Dentro e fuori Cheyenne

Una prostituta addormentata in un letto. La carta da lettere di un hotel che recita la didascalia “Delano Hotel, Collins Avenue, South Beach, Miami”. Un uomo senza nome che si sveglia di soprassalto in una camera dell’albergo senza sapere più quale sia il suo nome né dove si trovi. Ma è a Miami Beach e questo vuol dire che non se la sta passando tanto male... peccato non si ricordi proprio niente. Poi arriva un uomo vestito di scuro e fa capire all’uomo senza nome che la festa è finita, insieme alla sua licenza. E nel bel mezzo della Sopraelevata MacArthur, la superstrada che passa sulle acque stagnanti della Baia di Biscayne, l’uomo senza nome ha appena il tempo di sentire la canna di una pistola vibrare tre volte prima di vedere tre cadaveri che lo circondano con un foro di proiettile in mezzo alla fronte. Licenza finita signor Nessuno, è ora che ti ricordi cosa sei, perché è già pronta la tua nuova copertura...

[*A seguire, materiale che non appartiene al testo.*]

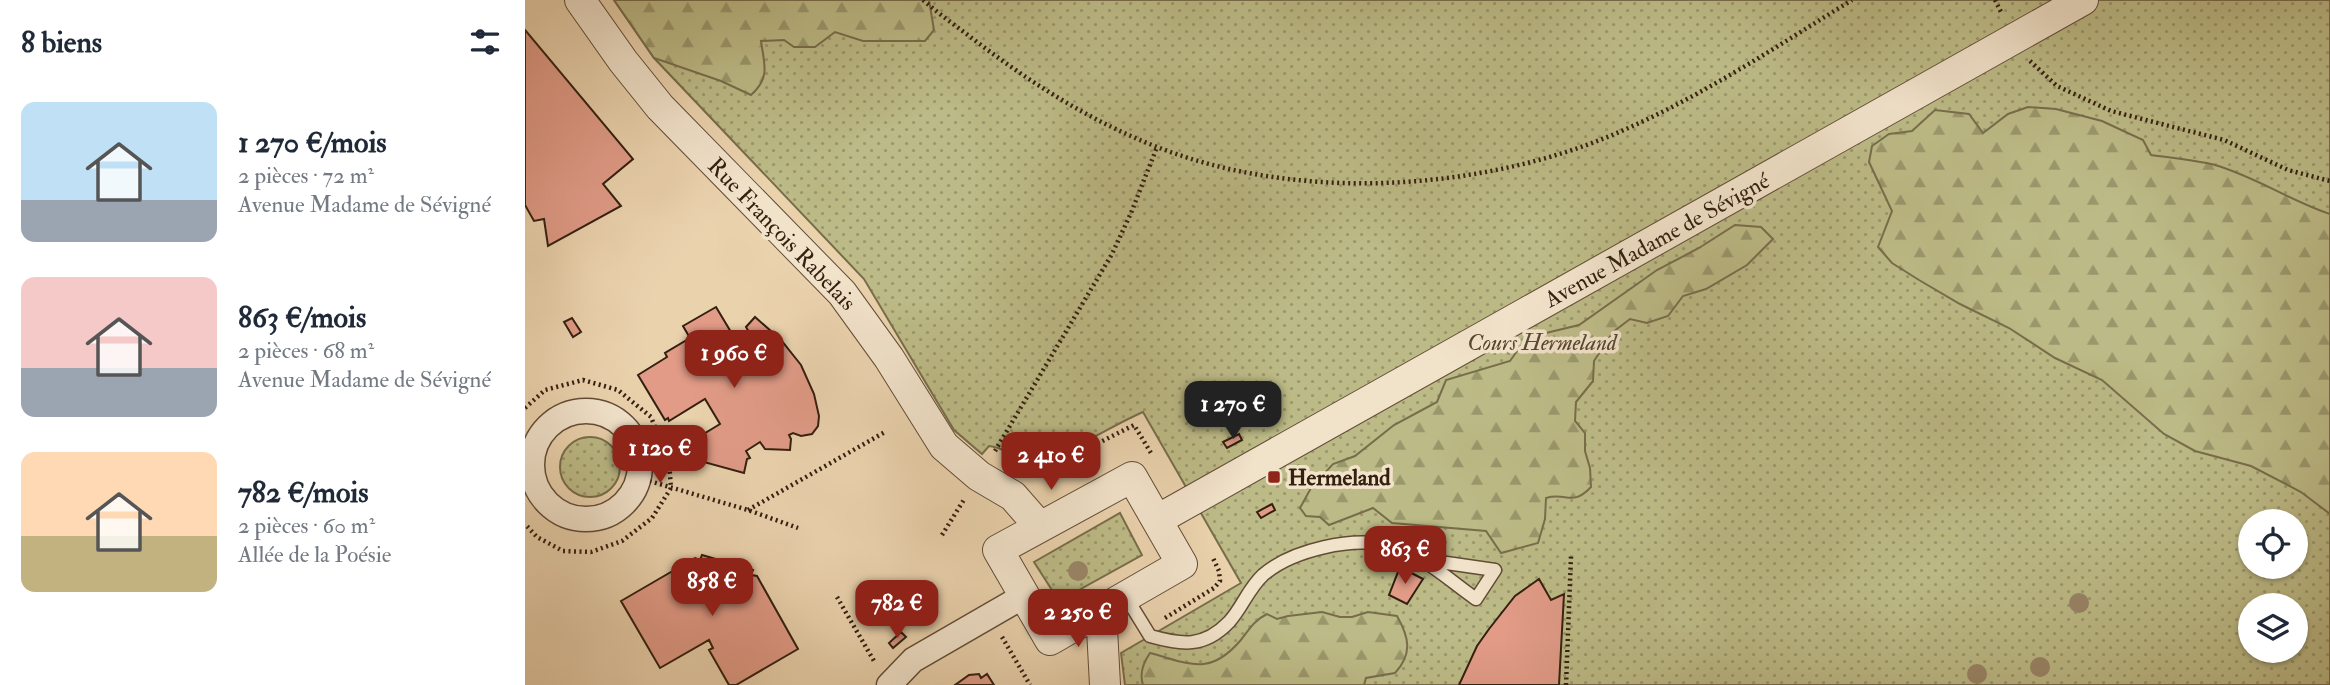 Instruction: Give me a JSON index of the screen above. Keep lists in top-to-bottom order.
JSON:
{
  "streets": {
    "street": ["Rue François Rabelais", "Avenue Madame de Sévigné"]
  },
  "parks": ["Cours Hermeland"],
  "places": {
    "transit": ["Hermeland"]
  },
  "page": {
    "heading": "8 biens",
    "list": [
      {
        "name": "1 270 €/mois",
        "note": "2 pièces · 72 m² · Avenue Madame de Sévigné"
      },
      {
        "name": "863 €/mois",
        "note": "2 pièces · 68 m² · Avenue Madame de Sévigné"
      },
      {
        "name": "782 €/mois",
        "note": "2 pièces · 60 m² · Allée de la Poésie"
      }
    ],
    "price": [
      "1 960 €",
      "1 270 €",
      "1 120 €",
      "2 410 €",
      "863 €",
      "858 €",
      "782 €",
      "2 250 €"
    ]
  }
} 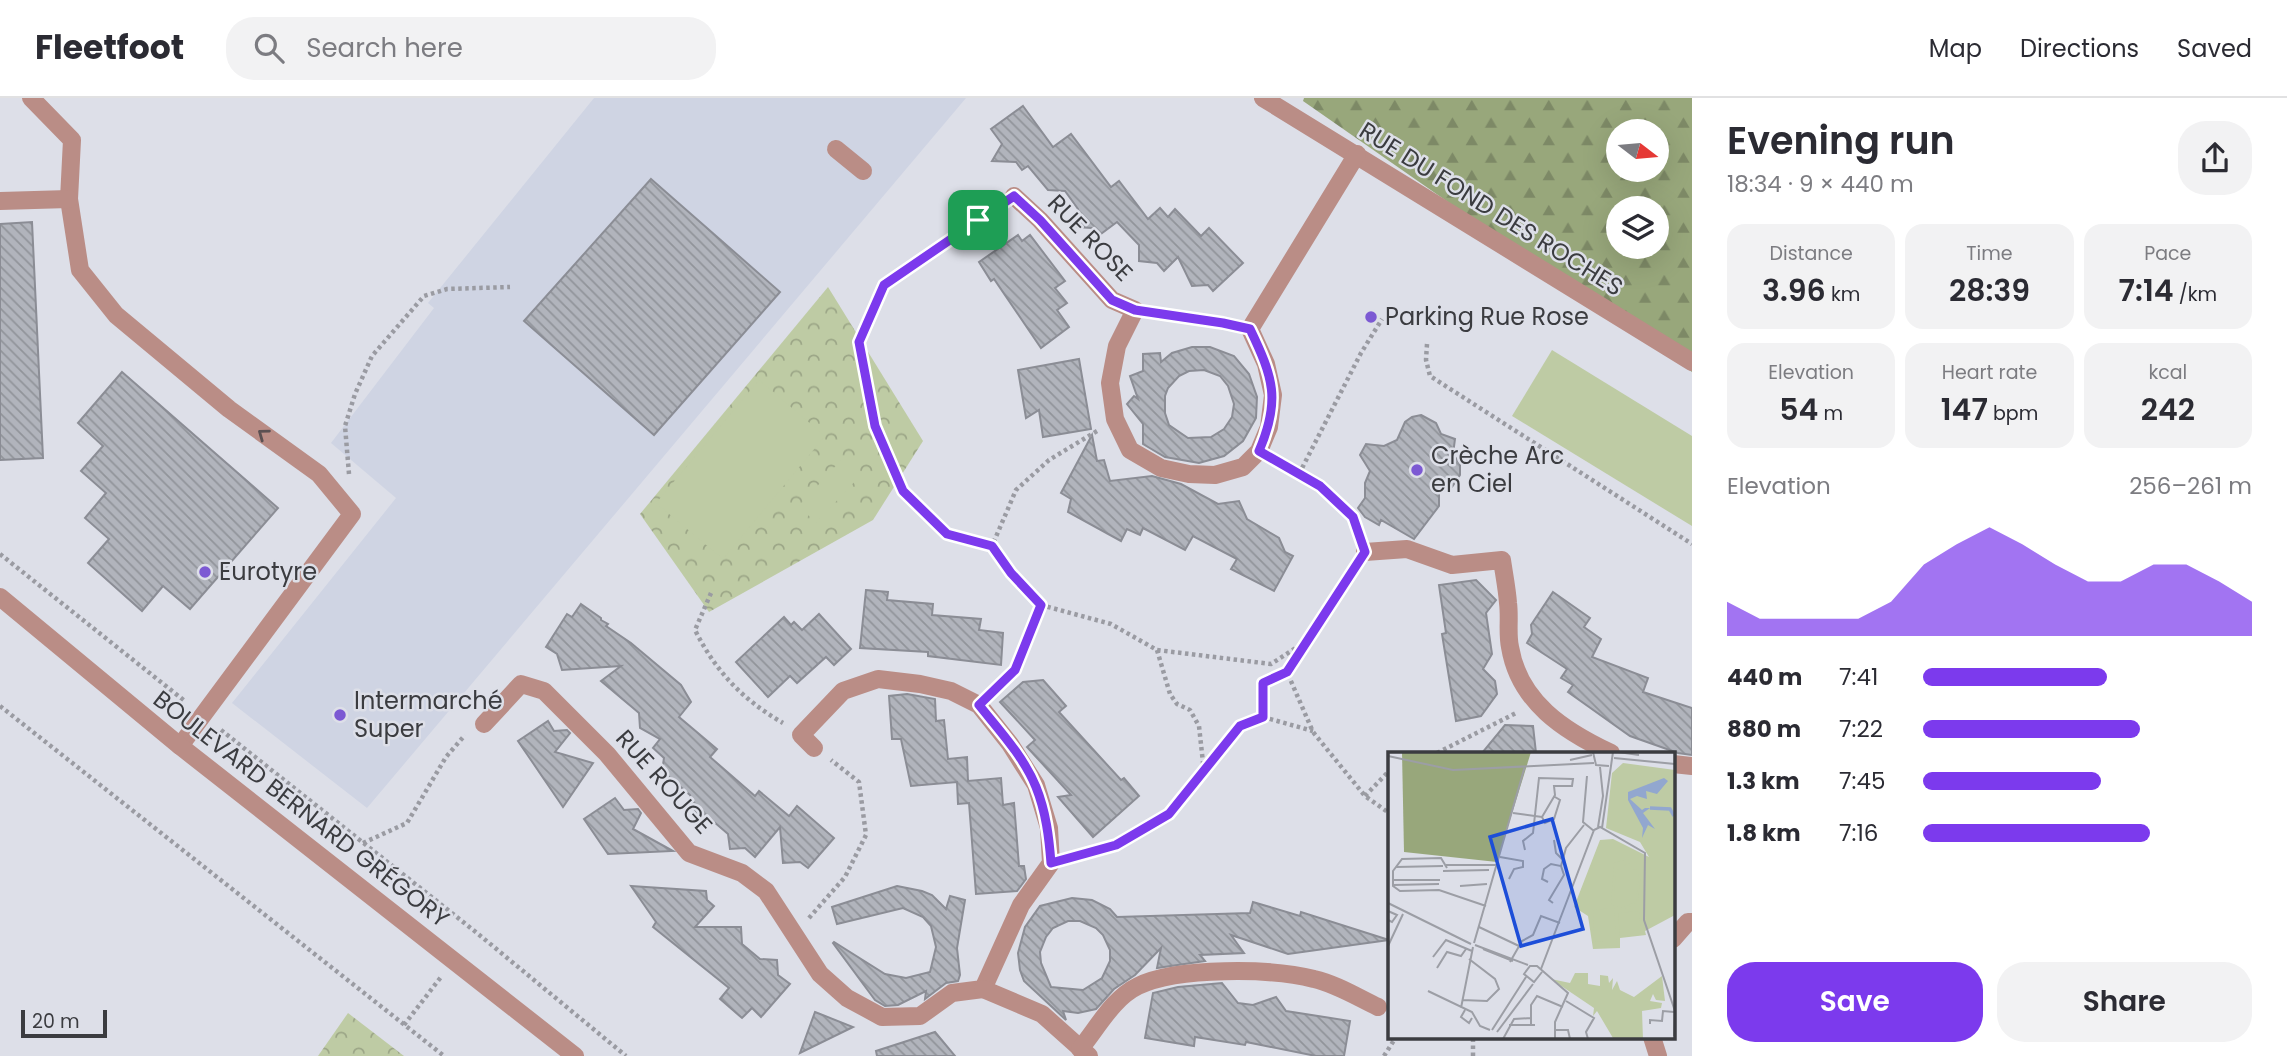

Romanzo ucronico, distopico, fantathriller, fantapolitico, d'azione, paranormal romance: comunque vogliate etichettarlo, in questo romanzo d’esordio troverete tutte queste cose. E altre ancora. Com’è lo stesso anonimo autore a rivelarci, questo è solo il primo capitolo di una saga ambientata in un contesto geopolitico verosimile ma improbabile, nel quale Stati Uniti d’America e Unione Europea, i due giganti “buoni” dell’Occidente, si scontrano in un conflitto armato. Una scelta che vuole evitare di ricondurre la narrazione alla contrapposizione fra Bene e Male, e preferisce far scontrare popoli storicamente non antagonisti per eliminare nel lettore qualsiasi pregiudizio nei confronti dei personaggi. La trama è ben costruita e la lettura scorre via senza annoiare mai, ma lo stile narrativo sfugge un po’ e Alias non si lascia intravedere neppure fra le righe del testo ‒ speriamo non si nasconda per sempre. Buona l’idea del sottofondo musicale che apre ogni capitolo, meraviglie ipertestuali del formato digitale! Forse un po’ troppo lunga la Nota dell’autore in calce: in fondo il bello di un libro non è sapere tutto e chi scrive non deve mai giustificare le proprie scelte narrative.